La resolución ordena a autoridades garantizar suministro mínimo de agua a habitantes de “Los Kilómetros”, en Ciudad Juárez, incluso con medidas urgentes y apoyo de la fuerza pública si fuera necesario.
En un fallo histórico para los derechos humanos en México, la Suprema Corte de Justicia de la Nación determinó que las personas que habitan en asentamientos irregulares también tienen derecho al acceso al agua potable, obligando a las autoridades a garantizar al menos un suministro mínimo del recurso para estas comunidades.
La resolución del máximo tribunal se dio al conceder un amparo a habitantes de la comunidad “Los Kilómetros”, ubicada en Ciudad Juárez, Chihuahua. Esta zona, formada principalmente por población migrante desde la década de 1990, alberga actualmente a más de 300 mil personas, muchas de las cuales solo reciben agua mediante pipas cada 10 o 15 días, almacenándola en tambos para su uso cotidiano.
El proyecto fue presentado por el ministro Arístides Guerrero García y, tras una amplia discusión en el Pleno, fue aprobado por unanimidad, sentando un precedente jurídico inédito sobre el derecho humano al agua en México.

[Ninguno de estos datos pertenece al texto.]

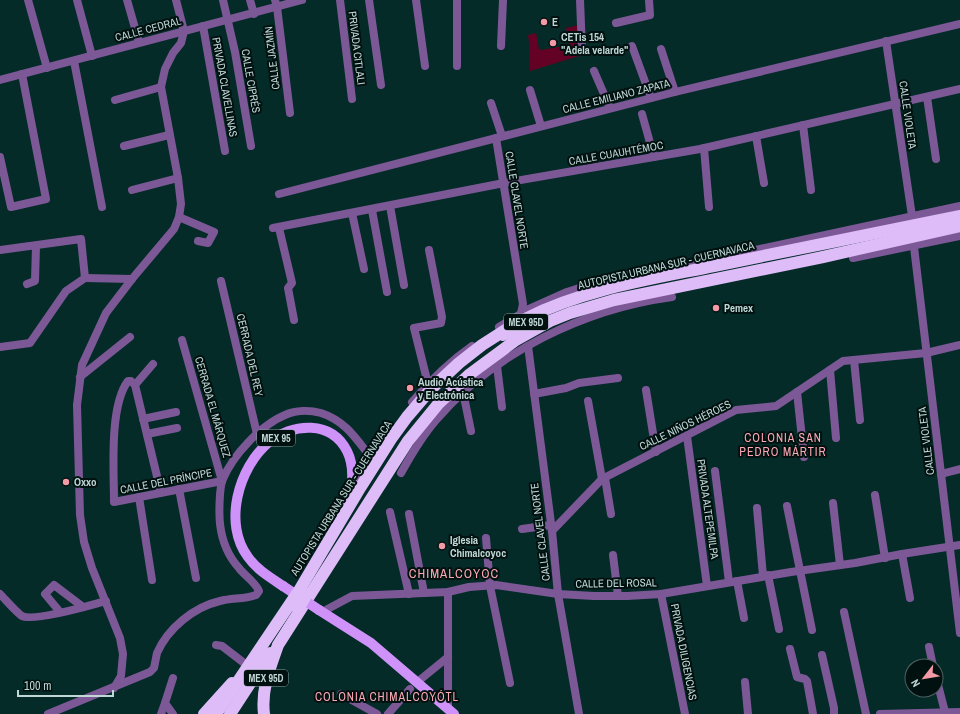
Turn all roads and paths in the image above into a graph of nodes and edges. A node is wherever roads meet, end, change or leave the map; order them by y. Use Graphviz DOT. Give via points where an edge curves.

La sentencia establece que las autoridades deberán garantizar el suministro de agua a las personas que promovieron el amparo, incluso con el apoyo de la fuerza pública si fuera necesario, con el objetivo de proteger su integridad y asegurar el acceso al recurso básico.
Además, la Junta Municipal de Agua y Saneamiento de Ciudad Juárez y la Junta Central de Agua y Saneamiento de Chihuahua deberán implementar un programa de infraestructura intermedia, que incluya depósitos de almacenamiento y sistemas de distribución equitativa del agua en la zona.
Para cumplir con la resolución judicial, la Secretaría de Hacienda del Estado de Chihuahua tendrá que garantizar recursos prioritarios dirigidos a Zonas de Atención Prioritaria, lo que permitirá avanzar en soluciones estructurales para comunidades históricamente marginadas del acceso al agua potable.